If your yard space is limited (you don't want to plant additional trees) and your trees have several large scaffold limbs, you might consider cutting off a limb about 1 1/2 to 2 feet from the tree's center and top grafting a new cultivar into each cut limb with cleft grafts. This will make a Fruit Cocktail tree producing different varieties. Select early and late maturing varieties so you can extend your harvest. You can also select a variety that stores well so you can put some into your refrigerator to keep through December. Also, try to select those with resistance to diseases typical to your area. Don't fall into the same trap that most home orchard growers do by planting the varieties that you are familiar seeing at the grocery store, these are often not grown locally and require different climates (growing seasons), special ripening procedures, and lots of pest and disease management.
Pear grafts seem to be fairly easy to obtain success, (I have had good luck anyway, compared to my efforts on peaches and cherries). Bulletin 818 from the University of Georgia has good instructions and photos on how to perform Bud, Cleft, Whip, Bark, and Notch grafts.

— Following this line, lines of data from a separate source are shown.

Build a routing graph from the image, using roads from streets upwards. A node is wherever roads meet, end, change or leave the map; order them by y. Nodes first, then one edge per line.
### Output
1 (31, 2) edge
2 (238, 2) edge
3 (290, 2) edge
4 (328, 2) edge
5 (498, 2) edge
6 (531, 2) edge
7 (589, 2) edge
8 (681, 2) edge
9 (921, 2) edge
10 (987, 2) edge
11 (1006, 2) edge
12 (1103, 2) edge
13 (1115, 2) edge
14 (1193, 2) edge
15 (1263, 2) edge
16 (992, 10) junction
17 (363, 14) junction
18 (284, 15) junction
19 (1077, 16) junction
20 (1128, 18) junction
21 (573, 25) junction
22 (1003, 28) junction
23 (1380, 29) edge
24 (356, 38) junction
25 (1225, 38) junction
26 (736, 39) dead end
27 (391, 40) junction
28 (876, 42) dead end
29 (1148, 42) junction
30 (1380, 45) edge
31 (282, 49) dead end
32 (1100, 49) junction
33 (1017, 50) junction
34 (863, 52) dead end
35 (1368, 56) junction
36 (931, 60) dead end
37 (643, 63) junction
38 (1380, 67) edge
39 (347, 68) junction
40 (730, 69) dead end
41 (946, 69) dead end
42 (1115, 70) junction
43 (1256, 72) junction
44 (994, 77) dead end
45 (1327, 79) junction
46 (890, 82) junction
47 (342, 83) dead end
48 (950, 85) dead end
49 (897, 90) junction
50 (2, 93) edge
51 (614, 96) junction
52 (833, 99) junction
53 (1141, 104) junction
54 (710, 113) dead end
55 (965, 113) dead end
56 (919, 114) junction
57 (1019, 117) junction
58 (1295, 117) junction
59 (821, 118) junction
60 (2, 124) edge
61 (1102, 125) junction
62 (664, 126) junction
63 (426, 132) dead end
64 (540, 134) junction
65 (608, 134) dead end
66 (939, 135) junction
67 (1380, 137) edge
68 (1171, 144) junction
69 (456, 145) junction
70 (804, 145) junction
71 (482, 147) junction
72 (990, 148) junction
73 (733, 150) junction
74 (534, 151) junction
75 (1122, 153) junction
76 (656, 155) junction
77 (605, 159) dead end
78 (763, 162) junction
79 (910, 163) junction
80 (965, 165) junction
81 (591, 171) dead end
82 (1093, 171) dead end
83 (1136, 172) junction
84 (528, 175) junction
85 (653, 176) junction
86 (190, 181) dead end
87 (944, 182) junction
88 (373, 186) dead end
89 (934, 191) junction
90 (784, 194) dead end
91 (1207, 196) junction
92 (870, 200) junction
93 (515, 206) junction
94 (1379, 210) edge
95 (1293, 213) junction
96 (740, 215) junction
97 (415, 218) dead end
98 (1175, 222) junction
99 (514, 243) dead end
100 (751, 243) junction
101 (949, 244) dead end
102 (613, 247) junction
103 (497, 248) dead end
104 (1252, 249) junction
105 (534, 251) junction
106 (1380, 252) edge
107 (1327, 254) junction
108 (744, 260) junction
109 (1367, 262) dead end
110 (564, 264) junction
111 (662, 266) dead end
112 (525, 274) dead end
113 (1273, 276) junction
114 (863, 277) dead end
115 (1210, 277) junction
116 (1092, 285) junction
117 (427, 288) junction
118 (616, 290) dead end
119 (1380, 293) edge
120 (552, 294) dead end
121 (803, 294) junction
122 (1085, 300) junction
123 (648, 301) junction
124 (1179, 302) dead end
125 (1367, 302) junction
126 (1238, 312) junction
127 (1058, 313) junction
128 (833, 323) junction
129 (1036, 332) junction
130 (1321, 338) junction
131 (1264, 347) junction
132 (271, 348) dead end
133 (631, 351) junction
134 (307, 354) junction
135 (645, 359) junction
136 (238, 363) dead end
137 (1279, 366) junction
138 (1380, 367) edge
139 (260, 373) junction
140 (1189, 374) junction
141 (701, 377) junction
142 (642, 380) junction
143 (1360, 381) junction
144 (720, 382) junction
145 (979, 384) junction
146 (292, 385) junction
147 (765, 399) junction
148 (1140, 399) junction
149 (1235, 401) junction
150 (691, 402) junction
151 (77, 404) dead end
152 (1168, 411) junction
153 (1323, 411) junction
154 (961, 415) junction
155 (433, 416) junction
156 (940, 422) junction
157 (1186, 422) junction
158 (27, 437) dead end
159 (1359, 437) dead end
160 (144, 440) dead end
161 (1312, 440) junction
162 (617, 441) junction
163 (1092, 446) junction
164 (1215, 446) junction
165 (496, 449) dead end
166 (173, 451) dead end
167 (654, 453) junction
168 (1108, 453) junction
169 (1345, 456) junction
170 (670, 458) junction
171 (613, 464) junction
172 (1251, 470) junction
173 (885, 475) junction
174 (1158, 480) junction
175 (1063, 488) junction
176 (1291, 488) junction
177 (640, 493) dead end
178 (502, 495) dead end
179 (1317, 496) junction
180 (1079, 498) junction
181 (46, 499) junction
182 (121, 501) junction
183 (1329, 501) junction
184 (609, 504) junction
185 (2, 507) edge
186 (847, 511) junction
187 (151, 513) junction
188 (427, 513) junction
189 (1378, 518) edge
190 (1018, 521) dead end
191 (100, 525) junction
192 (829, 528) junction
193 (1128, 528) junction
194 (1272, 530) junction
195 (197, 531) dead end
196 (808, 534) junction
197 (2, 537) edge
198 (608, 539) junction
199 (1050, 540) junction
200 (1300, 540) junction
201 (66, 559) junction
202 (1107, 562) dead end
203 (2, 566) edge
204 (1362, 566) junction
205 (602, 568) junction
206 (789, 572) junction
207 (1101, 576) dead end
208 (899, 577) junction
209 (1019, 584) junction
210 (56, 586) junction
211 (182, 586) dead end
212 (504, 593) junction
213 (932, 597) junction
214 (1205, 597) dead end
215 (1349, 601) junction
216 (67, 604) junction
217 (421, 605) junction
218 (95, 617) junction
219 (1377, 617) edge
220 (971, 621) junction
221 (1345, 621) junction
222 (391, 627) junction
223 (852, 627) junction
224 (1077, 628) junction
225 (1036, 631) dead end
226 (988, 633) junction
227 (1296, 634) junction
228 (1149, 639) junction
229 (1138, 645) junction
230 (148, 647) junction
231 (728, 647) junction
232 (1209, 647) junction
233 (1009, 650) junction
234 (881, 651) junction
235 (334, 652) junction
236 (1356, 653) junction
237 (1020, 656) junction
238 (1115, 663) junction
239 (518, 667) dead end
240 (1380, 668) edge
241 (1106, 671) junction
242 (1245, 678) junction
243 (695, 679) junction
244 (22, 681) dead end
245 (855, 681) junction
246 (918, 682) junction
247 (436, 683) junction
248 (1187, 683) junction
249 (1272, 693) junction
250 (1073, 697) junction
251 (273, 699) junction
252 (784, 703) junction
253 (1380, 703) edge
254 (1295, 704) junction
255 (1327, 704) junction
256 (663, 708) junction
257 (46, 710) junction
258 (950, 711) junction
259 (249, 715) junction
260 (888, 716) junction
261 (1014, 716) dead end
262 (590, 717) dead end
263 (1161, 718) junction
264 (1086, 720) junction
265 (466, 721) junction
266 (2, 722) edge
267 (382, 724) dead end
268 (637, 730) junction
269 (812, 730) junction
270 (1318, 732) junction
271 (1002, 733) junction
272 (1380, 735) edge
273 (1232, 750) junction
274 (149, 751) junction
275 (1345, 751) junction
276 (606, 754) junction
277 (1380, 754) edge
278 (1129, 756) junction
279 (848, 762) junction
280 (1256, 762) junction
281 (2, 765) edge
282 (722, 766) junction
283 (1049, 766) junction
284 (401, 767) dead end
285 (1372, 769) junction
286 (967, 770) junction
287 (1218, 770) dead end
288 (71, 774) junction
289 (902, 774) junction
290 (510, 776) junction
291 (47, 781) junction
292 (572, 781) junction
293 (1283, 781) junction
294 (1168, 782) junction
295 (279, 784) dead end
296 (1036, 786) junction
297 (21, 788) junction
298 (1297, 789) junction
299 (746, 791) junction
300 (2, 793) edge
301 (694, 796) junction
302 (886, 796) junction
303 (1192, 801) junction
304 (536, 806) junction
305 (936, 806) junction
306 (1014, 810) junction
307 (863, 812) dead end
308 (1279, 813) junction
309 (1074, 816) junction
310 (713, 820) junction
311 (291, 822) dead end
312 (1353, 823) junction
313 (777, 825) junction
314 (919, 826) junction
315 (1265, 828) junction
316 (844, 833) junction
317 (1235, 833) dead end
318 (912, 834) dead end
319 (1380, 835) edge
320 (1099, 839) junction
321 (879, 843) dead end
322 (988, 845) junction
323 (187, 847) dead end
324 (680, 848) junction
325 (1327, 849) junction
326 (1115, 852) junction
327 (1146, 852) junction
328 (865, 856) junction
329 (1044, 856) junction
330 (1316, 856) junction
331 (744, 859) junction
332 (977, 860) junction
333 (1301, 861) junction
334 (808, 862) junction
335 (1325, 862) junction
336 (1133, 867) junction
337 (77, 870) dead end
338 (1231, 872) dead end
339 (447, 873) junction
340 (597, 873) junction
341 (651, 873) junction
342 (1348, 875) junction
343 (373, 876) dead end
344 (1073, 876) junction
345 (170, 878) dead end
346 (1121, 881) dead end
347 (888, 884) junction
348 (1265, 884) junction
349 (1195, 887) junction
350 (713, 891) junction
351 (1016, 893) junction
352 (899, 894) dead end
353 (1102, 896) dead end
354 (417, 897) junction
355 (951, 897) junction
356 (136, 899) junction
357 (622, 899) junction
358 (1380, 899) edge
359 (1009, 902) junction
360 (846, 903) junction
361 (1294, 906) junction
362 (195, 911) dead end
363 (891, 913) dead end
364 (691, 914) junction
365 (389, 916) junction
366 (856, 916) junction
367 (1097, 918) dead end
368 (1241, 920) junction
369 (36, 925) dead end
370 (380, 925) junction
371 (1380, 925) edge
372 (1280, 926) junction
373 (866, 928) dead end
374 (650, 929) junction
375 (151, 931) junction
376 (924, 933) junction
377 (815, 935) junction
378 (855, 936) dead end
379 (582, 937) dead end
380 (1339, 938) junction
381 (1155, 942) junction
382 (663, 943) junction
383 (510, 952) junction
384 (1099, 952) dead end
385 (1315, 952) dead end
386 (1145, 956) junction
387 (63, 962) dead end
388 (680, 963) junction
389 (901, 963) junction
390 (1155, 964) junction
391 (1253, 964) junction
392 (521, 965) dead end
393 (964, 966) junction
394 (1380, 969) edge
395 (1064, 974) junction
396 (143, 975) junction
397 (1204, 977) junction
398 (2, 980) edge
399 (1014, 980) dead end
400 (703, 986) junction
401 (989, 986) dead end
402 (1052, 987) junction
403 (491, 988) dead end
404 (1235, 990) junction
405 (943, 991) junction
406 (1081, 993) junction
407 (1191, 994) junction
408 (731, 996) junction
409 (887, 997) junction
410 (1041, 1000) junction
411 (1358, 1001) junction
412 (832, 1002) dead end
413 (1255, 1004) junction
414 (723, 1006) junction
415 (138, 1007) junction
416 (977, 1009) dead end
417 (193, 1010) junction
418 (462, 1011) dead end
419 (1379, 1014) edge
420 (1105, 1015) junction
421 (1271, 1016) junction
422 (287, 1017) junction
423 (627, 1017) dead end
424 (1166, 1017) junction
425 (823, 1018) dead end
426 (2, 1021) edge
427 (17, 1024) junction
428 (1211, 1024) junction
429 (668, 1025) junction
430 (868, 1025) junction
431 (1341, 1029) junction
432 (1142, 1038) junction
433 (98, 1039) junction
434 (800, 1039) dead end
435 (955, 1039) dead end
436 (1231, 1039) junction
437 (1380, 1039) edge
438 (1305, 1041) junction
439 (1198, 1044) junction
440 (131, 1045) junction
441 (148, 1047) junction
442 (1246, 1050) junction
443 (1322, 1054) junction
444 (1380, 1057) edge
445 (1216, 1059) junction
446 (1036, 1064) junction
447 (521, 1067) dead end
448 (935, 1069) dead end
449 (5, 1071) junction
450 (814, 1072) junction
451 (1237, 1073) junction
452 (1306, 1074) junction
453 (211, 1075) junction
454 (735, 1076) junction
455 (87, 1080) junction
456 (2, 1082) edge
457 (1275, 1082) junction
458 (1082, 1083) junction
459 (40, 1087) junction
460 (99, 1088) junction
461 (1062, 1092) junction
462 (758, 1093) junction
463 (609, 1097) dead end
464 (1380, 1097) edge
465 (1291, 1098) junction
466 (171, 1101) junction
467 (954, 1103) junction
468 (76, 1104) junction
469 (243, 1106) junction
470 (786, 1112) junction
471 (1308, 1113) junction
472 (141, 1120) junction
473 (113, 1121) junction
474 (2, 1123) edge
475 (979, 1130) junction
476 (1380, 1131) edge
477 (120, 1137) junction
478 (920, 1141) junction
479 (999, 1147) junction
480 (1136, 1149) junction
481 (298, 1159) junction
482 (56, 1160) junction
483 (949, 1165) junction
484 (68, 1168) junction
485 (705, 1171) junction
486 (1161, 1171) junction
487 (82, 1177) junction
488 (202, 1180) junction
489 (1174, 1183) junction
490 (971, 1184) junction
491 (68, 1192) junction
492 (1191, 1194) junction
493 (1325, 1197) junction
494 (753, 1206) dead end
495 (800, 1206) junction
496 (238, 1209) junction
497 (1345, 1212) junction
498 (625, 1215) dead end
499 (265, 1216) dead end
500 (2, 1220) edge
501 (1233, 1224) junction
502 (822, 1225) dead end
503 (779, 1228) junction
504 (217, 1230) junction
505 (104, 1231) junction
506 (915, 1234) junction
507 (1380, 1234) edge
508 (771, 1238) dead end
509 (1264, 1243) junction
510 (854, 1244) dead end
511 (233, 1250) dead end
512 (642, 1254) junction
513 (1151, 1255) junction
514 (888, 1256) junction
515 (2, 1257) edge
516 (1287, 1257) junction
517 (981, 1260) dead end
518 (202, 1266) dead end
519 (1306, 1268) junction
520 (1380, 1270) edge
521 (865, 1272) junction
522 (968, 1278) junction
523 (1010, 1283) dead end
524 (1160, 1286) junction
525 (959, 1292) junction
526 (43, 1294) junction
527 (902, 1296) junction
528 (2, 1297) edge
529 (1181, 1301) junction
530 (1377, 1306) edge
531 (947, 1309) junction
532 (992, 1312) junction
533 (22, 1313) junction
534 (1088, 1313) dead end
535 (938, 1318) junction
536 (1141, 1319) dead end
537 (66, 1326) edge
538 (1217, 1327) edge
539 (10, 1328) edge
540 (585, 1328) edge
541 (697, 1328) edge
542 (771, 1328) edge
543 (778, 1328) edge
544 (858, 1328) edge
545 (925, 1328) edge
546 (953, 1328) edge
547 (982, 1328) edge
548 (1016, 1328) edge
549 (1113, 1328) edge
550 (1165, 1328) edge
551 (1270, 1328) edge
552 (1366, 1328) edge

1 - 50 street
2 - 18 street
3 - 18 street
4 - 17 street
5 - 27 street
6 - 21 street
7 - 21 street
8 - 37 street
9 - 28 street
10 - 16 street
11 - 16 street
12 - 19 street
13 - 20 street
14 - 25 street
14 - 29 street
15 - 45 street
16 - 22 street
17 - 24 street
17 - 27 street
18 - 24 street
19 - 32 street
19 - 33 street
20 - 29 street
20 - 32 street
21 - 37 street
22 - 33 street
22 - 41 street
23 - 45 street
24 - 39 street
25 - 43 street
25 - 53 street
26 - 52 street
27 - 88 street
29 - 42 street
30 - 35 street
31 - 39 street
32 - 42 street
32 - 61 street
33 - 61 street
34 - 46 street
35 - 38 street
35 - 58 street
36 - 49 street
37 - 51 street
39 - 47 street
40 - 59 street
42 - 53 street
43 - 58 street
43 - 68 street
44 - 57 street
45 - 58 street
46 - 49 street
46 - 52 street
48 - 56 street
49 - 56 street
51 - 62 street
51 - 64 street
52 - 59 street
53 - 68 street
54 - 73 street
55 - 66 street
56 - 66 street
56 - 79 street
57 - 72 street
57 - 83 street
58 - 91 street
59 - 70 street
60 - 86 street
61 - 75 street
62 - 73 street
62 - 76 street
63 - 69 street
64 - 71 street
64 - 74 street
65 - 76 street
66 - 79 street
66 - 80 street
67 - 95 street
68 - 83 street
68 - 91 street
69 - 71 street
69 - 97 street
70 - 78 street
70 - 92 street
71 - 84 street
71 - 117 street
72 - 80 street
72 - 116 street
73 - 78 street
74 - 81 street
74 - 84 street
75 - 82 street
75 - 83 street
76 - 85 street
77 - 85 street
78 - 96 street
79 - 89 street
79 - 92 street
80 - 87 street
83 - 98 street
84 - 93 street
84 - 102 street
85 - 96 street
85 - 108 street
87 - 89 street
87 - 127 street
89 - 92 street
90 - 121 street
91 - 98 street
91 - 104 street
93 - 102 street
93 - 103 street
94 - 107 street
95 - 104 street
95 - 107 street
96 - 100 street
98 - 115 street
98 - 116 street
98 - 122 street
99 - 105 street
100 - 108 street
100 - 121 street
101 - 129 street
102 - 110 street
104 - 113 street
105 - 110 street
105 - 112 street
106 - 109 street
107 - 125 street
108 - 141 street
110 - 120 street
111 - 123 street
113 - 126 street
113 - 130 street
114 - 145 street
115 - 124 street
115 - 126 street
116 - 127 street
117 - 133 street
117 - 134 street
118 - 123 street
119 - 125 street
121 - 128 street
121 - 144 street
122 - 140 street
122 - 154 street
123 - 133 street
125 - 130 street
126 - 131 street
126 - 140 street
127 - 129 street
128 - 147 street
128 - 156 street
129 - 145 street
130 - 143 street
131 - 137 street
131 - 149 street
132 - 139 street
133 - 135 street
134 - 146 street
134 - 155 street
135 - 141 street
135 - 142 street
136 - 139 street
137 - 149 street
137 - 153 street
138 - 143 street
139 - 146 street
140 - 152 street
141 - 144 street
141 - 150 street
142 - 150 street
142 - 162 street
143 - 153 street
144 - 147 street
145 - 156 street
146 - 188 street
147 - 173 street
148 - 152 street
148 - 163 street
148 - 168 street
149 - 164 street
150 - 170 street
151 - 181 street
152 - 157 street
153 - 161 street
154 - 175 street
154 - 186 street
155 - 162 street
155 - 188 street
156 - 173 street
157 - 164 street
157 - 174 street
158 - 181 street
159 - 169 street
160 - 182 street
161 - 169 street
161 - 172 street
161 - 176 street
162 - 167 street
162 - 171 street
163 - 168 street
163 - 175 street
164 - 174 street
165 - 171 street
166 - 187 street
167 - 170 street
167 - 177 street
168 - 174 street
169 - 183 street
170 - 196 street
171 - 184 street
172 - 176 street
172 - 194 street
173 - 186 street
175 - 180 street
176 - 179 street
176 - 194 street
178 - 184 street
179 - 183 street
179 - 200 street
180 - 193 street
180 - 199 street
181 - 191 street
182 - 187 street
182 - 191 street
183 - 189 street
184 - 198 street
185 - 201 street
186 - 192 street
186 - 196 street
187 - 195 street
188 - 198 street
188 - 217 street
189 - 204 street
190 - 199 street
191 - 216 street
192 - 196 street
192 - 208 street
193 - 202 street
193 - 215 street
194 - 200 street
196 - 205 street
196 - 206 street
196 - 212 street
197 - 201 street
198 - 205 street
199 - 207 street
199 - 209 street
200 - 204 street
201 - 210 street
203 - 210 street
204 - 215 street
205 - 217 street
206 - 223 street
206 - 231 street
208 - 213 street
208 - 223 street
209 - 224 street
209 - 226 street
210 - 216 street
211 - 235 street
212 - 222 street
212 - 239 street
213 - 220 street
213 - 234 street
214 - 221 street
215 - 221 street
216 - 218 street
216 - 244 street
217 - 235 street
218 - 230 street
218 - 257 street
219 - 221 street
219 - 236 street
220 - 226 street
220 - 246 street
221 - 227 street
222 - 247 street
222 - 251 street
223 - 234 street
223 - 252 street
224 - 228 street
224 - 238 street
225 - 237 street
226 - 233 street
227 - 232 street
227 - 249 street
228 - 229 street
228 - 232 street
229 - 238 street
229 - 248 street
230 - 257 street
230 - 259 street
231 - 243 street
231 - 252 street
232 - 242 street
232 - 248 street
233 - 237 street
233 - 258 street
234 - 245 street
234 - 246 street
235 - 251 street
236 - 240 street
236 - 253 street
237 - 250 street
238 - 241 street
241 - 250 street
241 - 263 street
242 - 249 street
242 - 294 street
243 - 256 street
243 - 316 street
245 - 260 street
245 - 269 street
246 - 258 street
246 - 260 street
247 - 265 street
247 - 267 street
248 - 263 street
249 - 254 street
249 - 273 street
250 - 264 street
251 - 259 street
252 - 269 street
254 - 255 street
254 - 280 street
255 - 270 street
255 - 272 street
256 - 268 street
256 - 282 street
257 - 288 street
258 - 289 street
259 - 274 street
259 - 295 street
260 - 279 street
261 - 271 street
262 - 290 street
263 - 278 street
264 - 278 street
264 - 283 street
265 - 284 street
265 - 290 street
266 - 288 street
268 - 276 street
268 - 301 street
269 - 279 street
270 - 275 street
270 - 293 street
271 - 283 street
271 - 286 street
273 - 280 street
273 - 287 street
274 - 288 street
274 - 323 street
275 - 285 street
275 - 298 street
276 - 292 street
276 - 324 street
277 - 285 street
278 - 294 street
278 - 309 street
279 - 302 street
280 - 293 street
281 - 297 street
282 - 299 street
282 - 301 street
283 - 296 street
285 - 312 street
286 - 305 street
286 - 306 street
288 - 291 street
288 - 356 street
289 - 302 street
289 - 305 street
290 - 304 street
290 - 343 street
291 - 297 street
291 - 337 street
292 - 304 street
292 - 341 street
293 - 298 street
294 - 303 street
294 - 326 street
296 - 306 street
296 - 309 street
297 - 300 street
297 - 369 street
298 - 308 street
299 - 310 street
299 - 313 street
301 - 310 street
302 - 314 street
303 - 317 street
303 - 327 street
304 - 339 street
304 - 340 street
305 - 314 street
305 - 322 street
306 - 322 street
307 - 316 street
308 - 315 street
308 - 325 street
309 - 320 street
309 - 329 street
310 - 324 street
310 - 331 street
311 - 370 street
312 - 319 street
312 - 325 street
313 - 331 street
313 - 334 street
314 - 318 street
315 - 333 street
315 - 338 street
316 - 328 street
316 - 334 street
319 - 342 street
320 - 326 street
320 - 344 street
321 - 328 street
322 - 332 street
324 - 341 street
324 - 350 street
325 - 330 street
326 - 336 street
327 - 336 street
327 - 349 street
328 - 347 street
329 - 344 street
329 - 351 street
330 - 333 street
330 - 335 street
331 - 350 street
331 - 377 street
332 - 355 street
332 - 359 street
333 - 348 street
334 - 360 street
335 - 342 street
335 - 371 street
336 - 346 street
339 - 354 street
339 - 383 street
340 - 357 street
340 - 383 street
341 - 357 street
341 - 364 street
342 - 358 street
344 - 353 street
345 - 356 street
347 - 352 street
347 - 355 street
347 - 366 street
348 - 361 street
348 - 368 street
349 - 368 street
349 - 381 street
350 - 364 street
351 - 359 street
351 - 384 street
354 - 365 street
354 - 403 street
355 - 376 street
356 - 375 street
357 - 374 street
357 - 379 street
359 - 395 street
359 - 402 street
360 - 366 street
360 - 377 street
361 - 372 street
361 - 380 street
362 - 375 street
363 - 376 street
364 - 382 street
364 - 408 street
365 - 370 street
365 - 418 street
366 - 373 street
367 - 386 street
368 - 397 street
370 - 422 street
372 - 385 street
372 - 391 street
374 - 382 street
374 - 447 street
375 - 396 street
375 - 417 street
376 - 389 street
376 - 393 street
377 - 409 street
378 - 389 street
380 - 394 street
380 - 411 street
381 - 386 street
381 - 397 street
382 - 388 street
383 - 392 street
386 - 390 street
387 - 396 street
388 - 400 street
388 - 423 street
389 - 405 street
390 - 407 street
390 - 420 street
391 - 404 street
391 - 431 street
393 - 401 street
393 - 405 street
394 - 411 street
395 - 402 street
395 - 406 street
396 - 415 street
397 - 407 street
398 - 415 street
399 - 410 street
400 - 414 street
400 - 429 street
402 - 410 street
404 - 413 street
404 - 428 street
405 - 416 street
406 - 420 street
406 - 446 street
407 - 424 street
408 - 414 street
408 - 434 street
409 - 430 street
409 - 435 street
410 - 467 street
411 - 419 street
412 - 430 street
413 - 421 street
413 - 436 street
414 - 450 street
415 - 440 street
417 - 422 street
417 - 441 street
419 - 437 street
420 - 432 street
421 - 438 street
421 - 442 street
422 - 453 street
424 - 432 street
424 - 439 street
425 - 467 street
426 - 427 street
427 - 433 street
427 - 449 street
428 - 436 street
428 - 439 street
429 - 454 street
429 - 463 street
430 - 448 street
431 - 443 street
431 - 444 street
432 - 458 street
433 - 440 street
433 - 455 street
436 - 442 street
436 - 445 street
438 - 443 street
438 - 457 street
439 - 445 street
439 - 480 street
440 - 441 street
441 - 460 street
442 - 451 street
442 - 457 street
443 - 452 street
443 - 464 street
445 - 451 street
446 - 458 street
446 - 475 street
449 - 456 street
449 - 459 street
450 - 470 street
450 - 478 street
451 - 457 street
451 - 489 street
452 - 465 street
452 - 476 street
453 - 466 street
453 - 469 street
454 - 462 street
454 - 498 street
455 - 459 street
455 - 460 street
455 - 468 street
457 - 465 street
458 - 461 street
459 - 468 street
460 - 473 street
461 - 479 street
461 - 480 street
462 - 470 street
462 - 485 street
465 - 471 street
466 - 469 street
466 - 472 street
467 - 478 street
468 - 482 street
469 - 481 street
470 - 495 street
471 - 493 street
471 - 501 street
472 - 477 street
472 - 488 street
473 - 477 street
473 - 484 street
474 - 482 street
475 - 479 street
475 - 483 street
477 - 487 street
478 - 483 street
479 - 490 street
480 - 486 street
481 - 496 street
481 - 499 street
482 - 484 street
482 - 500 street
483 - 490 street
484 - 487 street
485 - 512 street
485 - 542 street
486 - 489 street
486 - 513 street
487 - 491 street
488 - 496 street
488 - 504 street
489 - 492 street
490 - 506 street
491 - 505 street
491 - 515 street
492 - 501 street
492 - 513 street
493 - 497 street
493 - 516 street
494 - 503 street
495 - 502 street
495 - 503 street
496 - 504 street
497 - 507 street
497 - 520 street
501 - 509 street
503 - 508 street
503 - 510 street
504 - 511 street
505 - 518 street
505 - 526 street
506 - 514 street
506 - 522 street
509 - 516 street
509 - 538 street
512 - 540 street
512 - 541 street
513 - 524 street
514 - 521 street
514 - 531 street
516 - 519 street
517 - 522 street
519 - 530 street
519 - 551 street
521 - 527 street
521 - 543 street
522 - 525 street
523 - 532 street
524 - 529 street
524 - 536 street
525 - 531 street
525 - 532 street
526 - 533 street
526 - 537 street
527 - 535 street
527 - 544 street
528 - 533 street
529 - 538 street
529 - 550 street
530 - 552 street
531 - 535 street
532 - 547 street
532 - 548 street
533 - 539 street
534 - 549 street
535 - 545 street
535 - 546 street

Best results are obtained when you use dormant scion wood obtained in mid-winter and grafted to your trees just as they come out of dormancy in the spring. I think cleft grafts have a better than average suscess because the cut limb is dead-headed and the grafts get a lot of nutrition. I use rubber electrical tape to wrap the grafts (not the cheap vinyl stuff). Rubber tape will deteriorate during the summer preventing girdling of the graft whereas the vinyl tape needs to be cut after a couple months. Use short pieces of scion wood to reduce the transpiration losses. Seal the cut ends and any open/unwrapped joints with grafting compound (asphalt).